▶ Prompt
Search the records for the word "Emerson" and report each line that has it.

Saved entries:
☆ ☆ ☆ ☆

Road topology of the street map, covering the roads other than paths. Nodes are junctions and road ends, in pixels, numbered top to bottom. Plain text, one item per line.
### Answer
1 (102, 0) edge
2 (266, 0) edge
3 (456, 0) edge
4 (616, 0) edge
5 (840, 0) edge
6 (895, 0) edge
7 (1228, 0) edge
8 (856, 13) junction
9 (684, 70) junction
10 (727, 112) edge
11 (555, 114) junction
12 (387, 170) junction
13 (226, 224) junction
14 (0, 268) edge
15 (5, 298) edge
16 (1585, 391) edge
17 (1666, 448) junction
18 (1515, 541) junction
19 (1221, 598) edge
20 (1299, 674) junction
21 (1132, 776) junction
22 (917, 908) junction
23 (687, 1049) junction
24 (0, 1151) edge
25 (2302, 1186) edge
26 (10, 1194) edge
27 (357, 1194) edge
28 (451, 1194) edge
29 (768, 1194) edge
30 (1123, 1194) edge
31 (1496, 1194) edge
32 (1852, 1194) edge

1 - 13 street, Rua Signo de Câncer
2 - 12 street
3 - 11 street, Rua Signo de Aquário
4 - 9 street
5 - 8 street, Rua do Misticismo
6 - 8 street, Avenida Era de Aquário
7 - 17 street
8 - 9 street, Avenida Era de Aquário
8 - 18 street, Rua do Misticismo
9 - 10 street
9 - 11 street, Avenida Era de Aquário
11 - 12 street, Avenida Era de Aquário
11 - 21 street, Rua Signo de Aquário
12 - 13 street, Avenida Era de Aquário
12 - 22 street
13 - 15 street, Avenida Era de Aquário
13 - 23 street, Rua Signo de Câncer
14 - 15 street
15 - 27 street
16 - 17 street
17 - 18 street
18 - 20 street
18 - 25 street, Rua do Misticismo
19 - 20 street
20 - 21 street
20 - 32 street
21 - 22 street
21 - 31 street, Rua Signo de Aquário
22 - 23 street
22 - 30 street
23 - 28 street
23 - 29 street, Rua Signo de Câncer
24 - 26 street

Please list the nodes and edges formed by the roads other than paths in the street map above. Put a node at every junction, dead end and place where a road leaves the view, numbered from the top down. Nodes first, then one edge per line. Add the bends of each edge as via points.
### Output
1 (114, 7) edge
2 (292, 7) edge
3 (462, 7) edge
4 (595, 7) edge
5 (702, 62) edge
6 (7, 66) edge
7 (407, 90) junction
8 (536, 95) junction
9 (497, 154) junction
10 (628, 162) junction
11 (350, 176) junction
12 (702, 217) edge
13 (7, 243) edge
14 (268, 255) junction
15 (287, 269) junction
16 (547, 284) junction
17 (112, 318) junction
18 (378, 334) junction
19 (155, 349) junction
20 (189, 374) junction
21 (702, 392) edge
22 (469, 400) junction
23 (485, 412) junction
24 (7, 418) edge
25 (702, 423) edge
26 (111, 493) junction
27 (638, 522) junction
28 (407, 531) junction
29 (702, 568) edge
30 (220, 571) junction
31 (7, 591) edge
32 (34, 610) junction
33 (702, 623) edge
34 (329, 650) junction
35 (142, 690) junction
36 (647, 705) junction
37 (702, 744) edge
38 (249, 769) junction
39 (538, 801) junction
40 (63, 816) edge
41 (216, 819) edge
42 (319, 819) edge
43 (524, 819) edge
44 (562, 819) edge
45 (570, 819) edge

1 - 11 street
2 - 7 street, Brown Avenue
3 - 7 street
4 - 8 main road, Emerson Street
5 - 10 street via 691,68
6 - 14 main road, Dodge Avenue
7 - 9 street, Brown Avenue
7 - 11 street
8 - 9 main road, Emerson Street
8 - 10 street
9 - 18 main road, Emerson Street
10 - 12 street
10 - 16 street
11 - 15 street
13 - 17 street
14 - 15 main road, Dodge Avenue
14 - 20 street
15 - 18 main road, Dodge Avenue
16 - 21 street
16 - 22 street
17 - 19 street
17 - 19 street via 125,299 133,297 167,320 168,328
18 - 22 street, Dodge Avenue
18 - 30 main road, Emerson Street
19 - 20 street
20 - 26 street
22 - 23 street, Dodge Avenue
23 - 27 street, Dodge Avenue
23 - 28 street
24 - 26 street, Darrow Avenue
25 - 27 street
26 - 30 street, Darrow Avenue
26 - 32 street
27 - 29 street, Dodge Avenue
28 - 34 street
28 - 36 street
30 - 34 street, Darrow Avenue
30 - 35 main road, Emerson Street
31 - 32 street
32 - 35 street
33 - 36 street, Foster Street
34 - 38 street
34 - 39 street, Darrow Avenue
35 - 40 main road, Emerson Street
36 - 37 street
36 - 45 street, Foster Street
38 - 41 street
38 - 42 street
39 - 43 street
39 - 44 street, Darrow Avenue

☆ ☆ ☆ ☆

▶ Answer to this problem
4 - 8 main road, Emerson Street
8 - 9 main road, Emerson Street
9 - 18 main road, Emerson Street
18 - 30 main road, Emerson Street
30 - 35 main road, Emerson Street
35 - 40 main road, Emerson Street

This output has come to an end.